Those killers, though unmemorable, fall within certain regular parameters. Beneath the wide variety of places, means and agents of death there are striking similarities, which invite analysis. When a crime genre has all humanity at its disposition, and chooses criminals from such a restricted portion of it, there must be good reasons, as I believe there are.

The killers always have a comprehensible reason for the crime – as Poirot says in The Mysterious Affair at Styles, “There is no murder without motive.” Completely insane killers and meaningless crime have no place in the classic whodunnit: murder needs to be explained, usually by reference to simple human desires such as money, love and revenge. The reason cannot be too good, however, or the reader might sympathise with the killer, tipping the moral balancing act which these novels perform. Murders, from the Caribbean Mystery to the workings of Strong Poison, must be the result of understandable, but reprehensible, action. (Murderous orangutans have special dispensation to do as they please: the genre was very immature when Poe pulled that stunt, and it would be best put down to youthful high spirits.)

The social grouping of murderers is even more striking. Despite the cliché that “the butler did it”, the overwhelming majority of killers are from the middle class or above. The “golden age” novels of Dorothy Sayers, Agatha Christie, Michael Innes, and company, do not believe in murder by burglars, vagrants or servants. Apparent exceptions, such as the title character in The Companion or Annie the college maid in Gaudy Night, turn out to be the middle classes in disguise: the companion was a distant relative of the woman she murdered, and Annie was the wife of an academic who committed suicide after being disgraced.

These similarities build up a coherent mode of murder.
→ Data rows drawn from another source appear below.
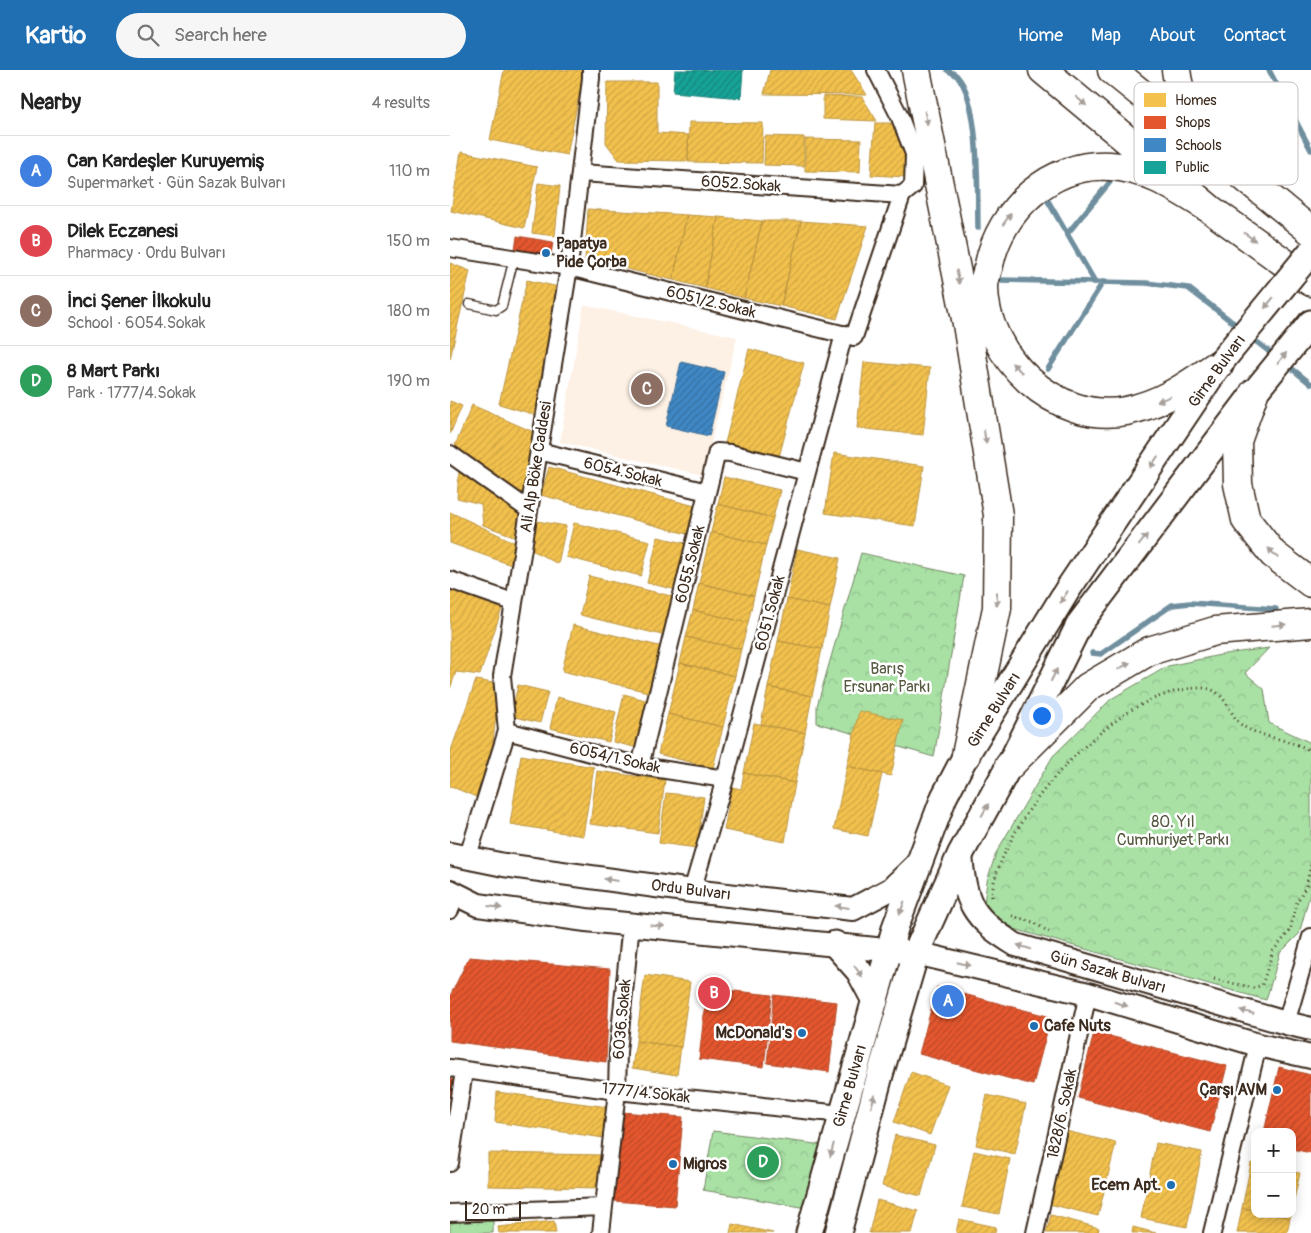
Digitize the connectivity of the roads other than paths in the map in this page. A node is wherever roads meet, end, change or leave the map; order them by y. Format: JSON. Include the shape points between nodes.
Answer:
{"nodes":[{"id":1,"x":591,"y":70,"type":"edge"},
{"id":2,"x":876,"y":70,"type":"edge"},
{"id":3,"x":916,"y":70,"type":"edge"},
{"id":4,"x":1043,"y":70,"type":"edge"},
{"id":5,"x":1112,"y":70,"type":"edge"},
{"id":6,"x":1134,"y":88,"type":"edge"},
{"id":7,"x":1134,"y":146,"type":"edge"},
{"id":8,"x":1134,"y":170,"type":"edge"},
{"id":9,"x":581,"y":173,"type":"junction"},
{"id":10,"x":1171,"y":185,"type":"edge"},
{"id":11,"x":1181,"y":185,"type":"edge"},
{"id":12,"x":1255,"y":185,"type":"edge"},
{"id":13,"x":902,"y":195,"type":"junction"},
{"id":14,"x":1210,"y":209,"type":"junction"},
{"id":15,"x":1311,"y":231,"type":"edge"},
{"id":16,"x":450,"y":248,"type":"edge"},
{"id":17,"x":1311,"y":252,"type":"edge"},
{"id":18,"x":514,"y":258,"type":"junction"},
{"id":19,"x":569,"y":267,"type":"junction"},
{"id":20,"x":1311,"y":282,"type":"edge"},
{"id":21,"x":469,"y":304,"type":"dead end"},
{"id":22,"x":1311,"y":323,"type":"edge"},
{"id":23,"x":849,"y":335,"type":"junction"},
{"id":24,"x":1220,"y":363,"type":"junction"},
{"id":25,"x":1254,"y":393,"type":"junction"},
{"id":26,"x":539,"y":451,"type":"junction"},
{"id":27,"x":450,"y":454,"type":"edge"},
{"id":28,"x":807,"y":472,"type":"junction"},
{"id":29,"x":707,"y":492,"type":"junction"},
{"id":30,"x":530,"y":510,"type":"junction"},
{"id":31,"x":450,"y":580,"type":"edge"},
{"id":32,"x":1311,"y":583,"type":"edge"},
{"id":33,"x":513,"y":602,"type":"junction"},
{"id":34,"x":1311,"y":623,"type":"edge"},
{"id":35,"x":507,"y":731,"type":"junction"},
{"id":36,"x":966,"y":755,"type":"junction"},
{"id":37,"x":640,"y":766,"type":"junction"},
{"id":38,"x":1009,"y":766,"type":"junction"},
{"id":39,"x":725,"y":779,"type":"junction"},
{"id":40,"x":961,"y":852,"type":"junction"},
{"id":41,"x":458,"y":856,"type":"edge"},
{"id":42,"x":918,"y":863,"type":"junction"},
{"id":43,"x":692,"y":891,"type":"junction"},
{"id":44,"x":452,"y":898,"type":"edge"},
{"id":45,"x":631,"y":924,"type":"junction"},
{"id":46,"x":1311,"y":937,"type":"edge"},
{"id":47,"x":835,"y":944,"type":"junction"},
{"id":48,"x":889,"y":951,"type":"junction"},
{"id":49,"x":916,"y":953,"type":"junction"},
{"id":50,"x":1088,"y":994,"type":"junction"},
{"id":51,"x":875,"y":1001,"type":"junction"},
{"id":52,"x":1286,"y":1024,"type":"junction"},
{"id":53,"x":1311,"y":1029,"type":"edge"},
{"id":54,"x":1258,"y":1045,"type":"junction"},
{"id":55,"x":1311,"y":1057,"type":"edge"},
{"id":56,"x":457,"y":1070,"type":"edge"},
{"id":57,"x":617,"y":1091,"type":"junction"},
{"id":58,"x":842,"y":1114,"type":"junction"},
{"id":59,"x":450,"y":1163,"type":"edge"},
{"id":60,"x":603,"y":1207,"type":"junction"},
{"id":61,"x":450,"y":1213,"type":"edge"},
{"id":62,"x":601,"y":1233,"type":"edge"},
{"id":63,"x":809,"y":1233,"type":"edge"},
{"id":64,"x":838,"y":1233,"type":"edge"},
{"id":65,"x":1036,"y":1233,"type":"edge"},
{"id":66,"x":1212,"y":1233,"type":"edge"}],
"edges":[{"from":1,"to":9,"type":"street","name":"Ali Alp Böke Caddesi"},
{"from":2,"to":13,"type":"street","name":"6051.Sokak","via":[[914,154],[913,186]]},
{"from":3,"to":36,"type":"highway","one_way":true,"via":[[965,314],[998,515],[997,608]]},
{"from":4,"to":7,"type":"highway","one_way":true},
{"from":5,"to":6,"type":"highway"},
{"from":24,"to":8,"type":"highway","one_way":true,"via":[[1171,397],[1126,411],[1100,412],[1071,407],[1039,389],[1010,362],[990,324],[984,286],[991,252],[1004,222],[1022,201],[1040,186],[1077,169],[1110,166]]},
{"from":9,"to":13,"type":"street","name":"6052.Sokak"},
{"from":9,"to":19,"type":"street","name":"Ali Alp Böke Caddesi"},
{"from":10,"to":14,"type":"highway","one_way":true},
{"from":11,"to":14,"type":"highway","one_way":true},
{"from":12,"to":15,"type":"highway"},
{"from":13,"to":23,"type":"street","name":"6051.Sokak"},
{"from":14,"to":20,"type":"highway","one_way":true},
{"from":16,"to":18,"type":"street","name":"6051/2.Sokak"},
{"from":17,"to":24,"type":"main road","name":"Girne Bulvarı","one_way":true,"bridge":true},
{"from":18,"to":19,"type":"street","name":"6051/2.Sokak"},
{"from":18,"to":21,"type":"lane","via":[[502,306],[496,310]]},
{"from":19,"to":23,"type":"street","name":"6051/2.Sokak"},
{"from":19,"to":26,"type":"street","name":"Ali Alp Böke Caddesi"},
{"from":25,"to":22,"type":"main road","name":"Girne Bulvarı","one_way":true},
{"from":23,"to":28,"type":"street","name":"6051.Sokak"},
{"from":24,"to":36,"type":"main road","name":"Girne Bulvarı","one_way":true,"via":[[1068,589]]},
{"from":32,"to":25,"type":"highway","one_way":true,"via":[[1273,554],[1246,520],[1238,484],[1237,441]]},
{"from":38,"to":25,"type":"main road","name":"Girne Bulvarı","one_way":true,"via":[[1080,623]]},
{"from":26,"to":29,"type":"street","name":"6054.Sokak"},
{"from":26,"to":30,"type":"street","name":"Ali Alp Böke Caddesi"},
{"from":27,"to":30,"type":"street"},
{"from":28,"to":29,"type":"street","name":"6055.Sokak","via":[[717,452]]},
{"from":28,"to":39,"type":"street","name":"6051.Sokak"},
{"from":29,"to":37,"type":"street","name":"6055.Sokak"},
{"from":30,"to":33,"type":"street","name":"Ali Alp Böke Caddesi"},
{"from":31,"to":33,"type":"street"},
{"from":33,"to":35,"type":"street","name":"Ali Alp Böke Caddesi","via":[[502,676]]},
{"from":38,"to":34,"type":"highway","one_way":true,"via":[[1088,687],[1149,651],[1216,630]]},
{"from":35,"to":37,"type":"street","name":"6054/1.Sokak"},
{"from":35,"to":41,"type":"street","name":"Ali Alp Böke Caddesi"},
{"from":36,"to":42,"type":"main road","name":"Girne Bulvarı","via":[[944,797]]},
{"from":37,"to":39,"type":"street","name":"6054/1.Sokak"},
{"from":40,"to":38,"type":"main road","name":"Girne Bulvarı","one_way":true},
{"from":39,"to":43,"type":"street","name":"6051.Sokak"},
{"from":40,"to":49,"type":"main road","name":"Girne Bulvarı"},
{"from":52,"to":40,"type":"main road","name":"Gün Sazak Bulvarı","one_way":true,"via":[[1016,945],[981,921],[969,902]]},
{"from":43,"to":41,"type":"main road","name":"Ordu Bulvarı","one_way":true},
{"from":42,"to":43,"type":"main road","name":"Ordu Bulvarı","one_way":true,"via":[[892,889],[852,909]]},
{"from":42,"to":48,"type":"main road","name":"Girne Bulvarı","one_way":true},
{"from":44,"to":45,"type":"main road","one_way":true,"via":[[478,905]]},
{"from":45,"to":47,"type":"main road","one_way":true},
{"from":45,"to":57,"type":"street","name":"6036.Sokak"},
{"from":46,"to":52,"type":"street"},
{"from":47,"to":48,"type":"main road"},
{"from":47,"to":51,"type":"main road","one_way":true,"via":[[860,971]]},
{"from":48,"to":49,"type":"main road"},
{"from":48,"to":51,"type":"main road","name":"Girne Bulvarı"},
{"from":49,"to":50,"type":"main road","name":"Gün Sazak Bulvarı","one_way":true},
{"from":64,"to":49,"type":"main road","name":"Girne Bulvarı","one_way":true},
{"from":50,"to":54,"type":"main road","name":"Gün Sazak Bulvarı","one_way":true},
{"from":50,"to":65,"type":"street","name":"1828/6. Sokak"},
{"from":51,"to":58,"type":"main road","name":"Girne Bulvarı"},
{"from":52,"to":53,"type":"main road","name":"Gün Sazak Bulvarı"},
{"from":54,"to":55,"type":"main road","name":"Gün Sazak Bulvarı"},
{"from":54,"to":66,"type":"street"},
{"from":56,"to":57,"type":"street","name":"1777/4.Sokak"},
{"from":56,"to":59,"type":"street"},
{"from":57,"to":58,"type":"street","name":"1777/4.Sokak"},
{"from":57,"to":60,"type":"street","name":"6036.Sokak"},
{"from":58,"to":63,"type":"main road","name":"Girne Bulvarı","one_way":true},
{"from":60,"to":61,"type":"street"},
{"from":60,"to":62,"type":"street","name":"6036.Sokak"}]}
In fact, they insist upon it. In the classic whodunnit, murder is the result of definite moral choice, influenced by the temptations of greed, lust and wrath, but uncluttered by the special pleading of madness or socioeconomic deprivation. It is murder by a consenting adult of sound mind and sufficient means. At the risk of stating the blindingly obvious, this is surely not a realistic model of what causes crime, and its repetition over hundreds of novels suggests larger perspectives – larger conclusions to be drawn than how ex-officers of the colonial army tend to murder their wives. These narratives, with their continual and specific moulding of real life, hint at larger narratives of communal guilt and innocence being written beneath the surface.
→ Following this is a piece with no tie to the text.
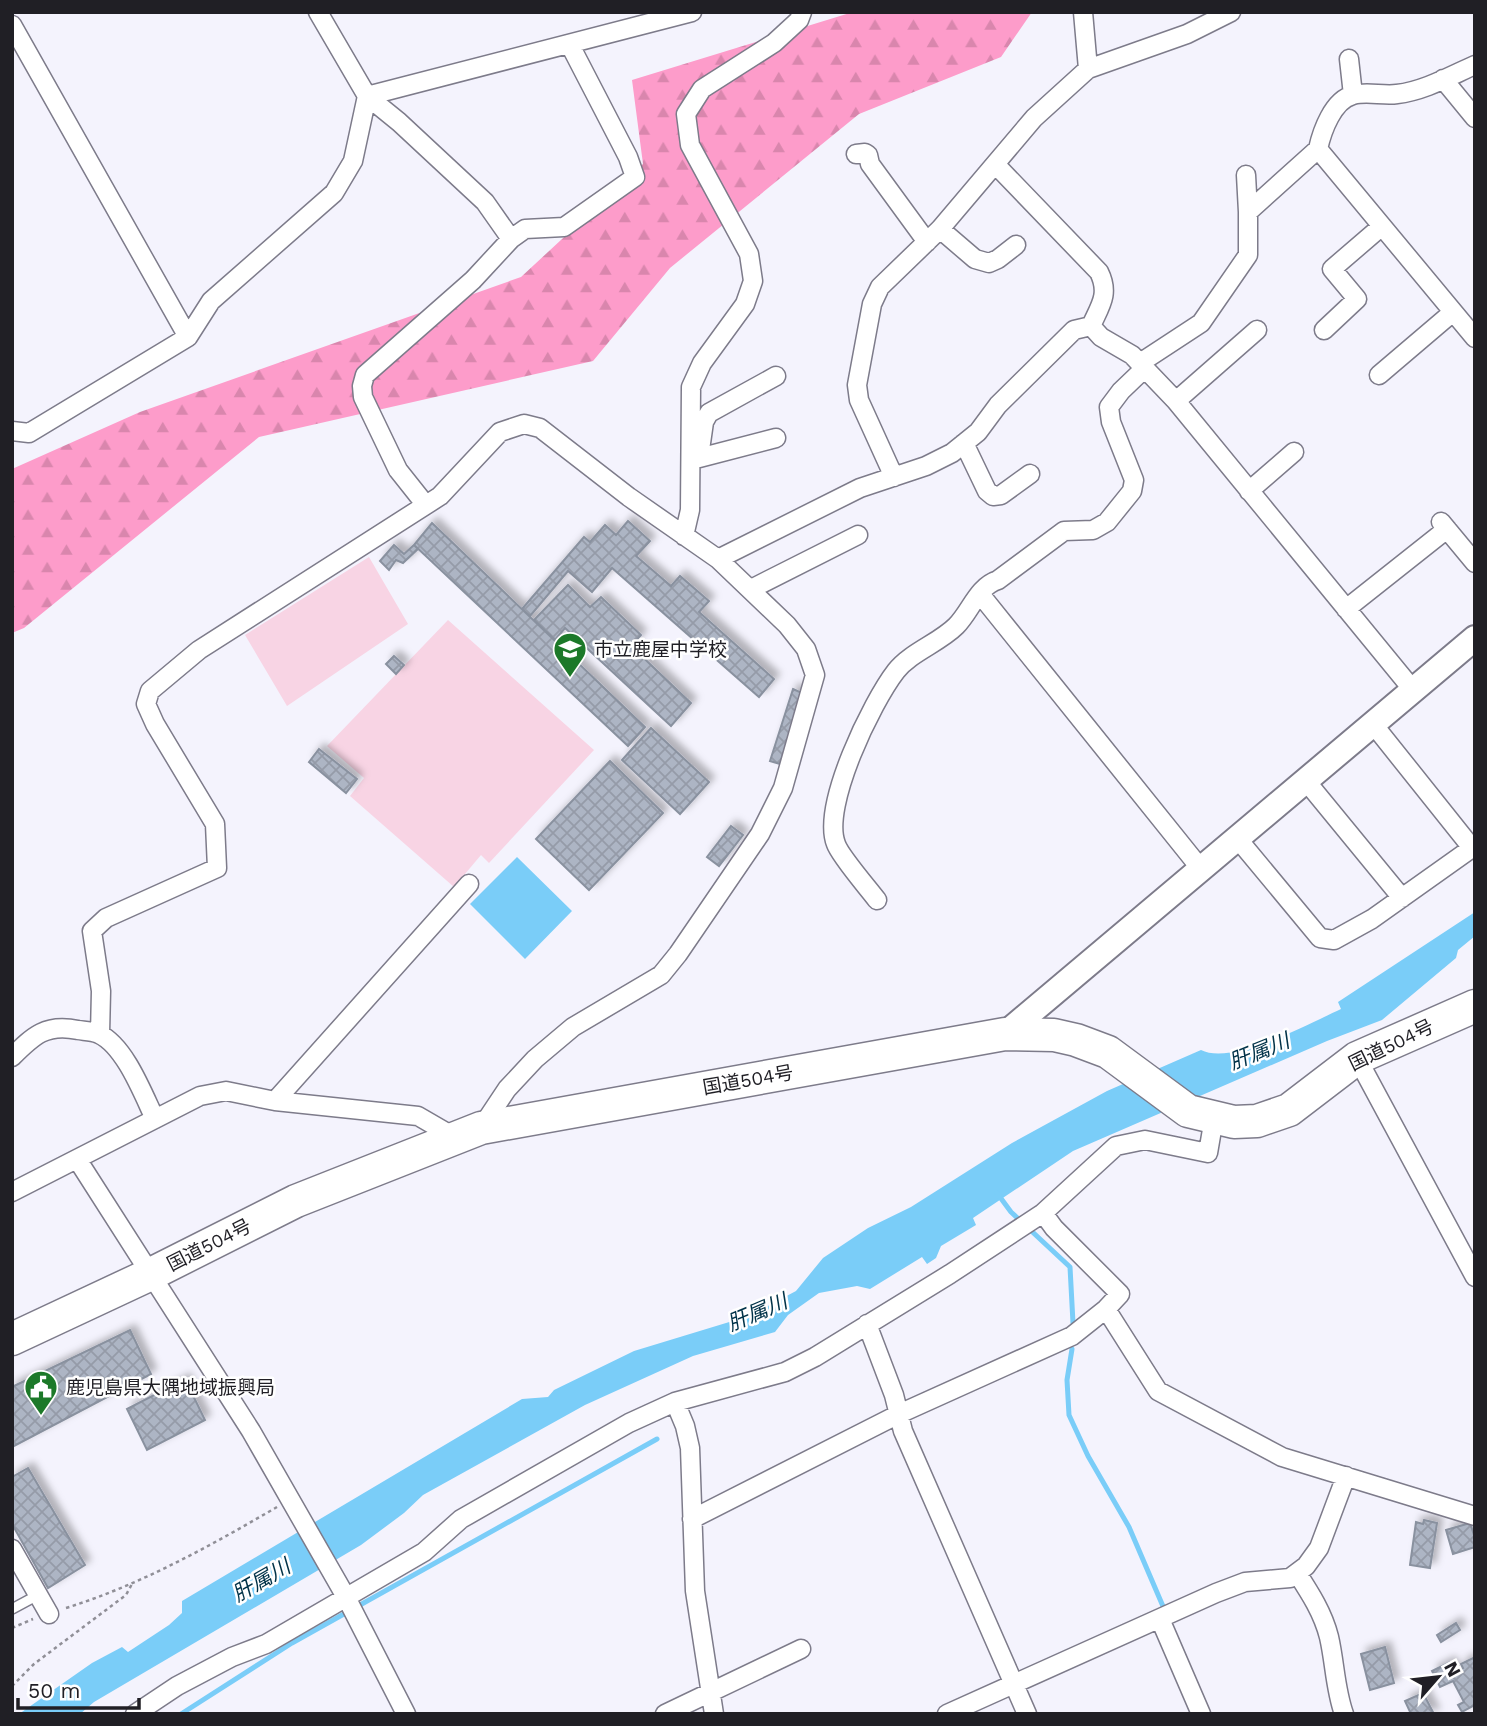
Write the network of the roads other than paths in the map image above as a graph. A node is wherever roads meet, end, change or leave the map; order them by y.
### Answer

Whodunnits, as has often been observed, exist in a sort of neverland of country houses and rural villages, a setting described by one critic as “Mayhem Parva” and peopled by bluff colonels, cope-embroidering spinsters and cheery young things in tennis flannels. If the English world was ever like this, it had long since ceased to be so by the time these novels were written. The “golden age” of detective fiction, which began roughly with Christie’s The Mysterious Affair at Styles, occupied the years between the first and second World Wars – anything but a golden age for Britain, and one in which British society was undergoing massive and lasting changes. The experience of total war, which moved women into the munitions factories, and domestic servants into the army, caused serious questioning of the established social order. The assumed codes of deference and conduct never quite recovered. Country estates were shut up or sold, and the rural economy was destabilised by wage increases after the labourers returned from the front, or didn’t. Crime fiction, however, was busy denying that anything had changed, keeping the experience of death safely within rational and domestic confines where it could be explained away. The poet U.A. Fanthorpe describes the whodunnit as creating a “rare little world/ Imagined to gentle the English through war”, and the contemporary war writer Rupert Brooke asked in “The Old Vicarage, Grantchester” “Stand the church clock at ten to three?/ And is there honey still for tea?” In the face of disorienting social changes, and the unimaginable slaughter of the war, a myth of “Merrie England” was crafted, an Edenic world in which all knew their place, and were happiest in it – the vicar in his pulpit, the keeper in his lodge, the doctor at his practice and the colonel in his study. The classic detective novel settings evolved as the country house, the small rural village and the Oxbridge college: all emblems of an older, more secure way of life, and still used today by writers in the so-called “cosy” tradition. These are, in a sense, historical novel, essentially similar, though more subtle, to the Regency romances which yearn for a non-specific time when courtship was a genteel game conducted between witty, virtuous women and charming, masterful men.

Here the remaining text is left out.